Feb 10 2011
The end of the affair
It is a cold night in Houston, with temperatures dropping below zero degree Celsius. My eyes hurt with the sting of the slow tears that have accompanied me throughout the day. Yes, I am in pain.
I was never drawn to drama, so I am not sure how I got myself into this. I am trapped in an icy prison, like that Dead Man Walking the Houston Grand Opera decided to revisit with Flicka Von Stade as the mother of the convict. I’m probably a dead heart walking, only that mine still beats, despite myself. I wish it did not. I wish it were free…to death or to a happier fate, if something like that exists.
I was recently watching the last movie version of Graham Greene’s The End of the Affair, with Julianne Moore and Ralph Fiennes starring as the lovers whose fate is doomed by a too likeable husband (somewhat like a Brief Encounter type, with more screen time) and by the mother of all fates and relationships: circumstance.
Timing is always an essential ingredient to relationships, and yet lovers take it for granted. Perhaps because I am behind these prison bars now, I can look at happy couples with a renewed eye, knowing without their sharing in that knowledge how lucky they are to have fallen for each other on a tabula rasa, with no past to pay dues to, or to feel they have to. I did not know how much circumstance shapes facts and options until I met you. Perhaps it was because of the extended suspension of disbelief that accompanies the anesthetized initial romance, or the pursuit of seduction as a game, as an option, that fleeting moment in which we think we know where things are going, and when “inevitable” seems like an infallible word.
Oh, well, I’ve learned that “inevitable” is a nice umbrella word to cover up for the fantasy of thinking that we know, when we really do not. We do not know the secrets, the hiding, and mostly the lying that accompanies each strategy of seduction, the moves behind the scenes to get what we want, not thinking of the future because it scares us, because it is too far to think about. Greene’s Maurice Bendrix is consumed by jealousy for what he cannot change and he cannot understand…for what he cannot see. In my version, there is only emptiness, as my side of the story becomes a tepid version of Amy Winehouse’s Back to Black.

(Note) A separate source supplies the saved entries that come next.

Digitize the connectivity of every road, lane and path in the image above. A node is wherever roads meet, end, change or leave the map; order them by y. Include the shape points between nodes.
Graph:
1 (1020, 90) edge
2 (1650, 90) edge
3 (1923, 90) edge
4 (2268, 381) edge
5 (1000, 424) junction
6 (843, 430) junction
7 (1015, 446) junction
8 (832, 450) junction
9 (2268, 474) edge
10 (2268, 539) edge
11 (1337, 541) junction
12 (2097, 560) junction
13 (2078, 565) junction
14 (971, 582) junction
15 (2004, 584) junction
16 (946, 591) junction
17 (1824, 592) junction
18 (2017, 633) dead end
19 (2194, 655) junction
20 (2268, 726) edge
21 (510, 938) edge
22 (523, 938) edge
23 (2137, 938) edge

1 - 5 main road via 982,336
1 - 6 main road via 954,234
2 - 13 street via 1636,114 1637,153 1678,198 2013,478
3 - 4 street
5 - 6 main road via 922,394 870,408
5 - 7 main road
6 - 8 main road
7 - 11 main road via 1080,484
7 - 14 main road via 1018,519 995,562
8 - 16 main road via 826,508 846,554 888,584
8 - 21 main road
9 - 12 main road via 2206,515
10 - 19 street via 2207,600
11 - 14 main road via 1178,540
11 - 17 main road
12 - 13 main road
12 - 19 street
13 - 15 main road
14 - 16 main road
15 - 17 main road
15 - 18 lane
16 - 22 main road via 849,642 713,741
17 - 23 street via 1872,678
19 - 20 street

And now add to the tragedy of a lover’s plight the fact that you may be ill, and then the terror of hearing the worst prognosis is superseded by the certainty that I will be external to you in any process, as you let circumstances take over the fragile texture of a life that a radiologist’s report can change forever. I know more than you do, despite your technical expertise and the medical degree that probably decorates some wall in an unreachable house. I know that rotting out is not paying homage to whatever is left of your time anywhere, be it long, fruitful years, or the sad and lonesome count of a calendar the family you think you are protecting imposes on you. Rotting out is another kind of prison, one that you build around yourself, one that is hard to resist without real love if real love has come to you. And I know it has, and I wish you could stop fighting it like a disease.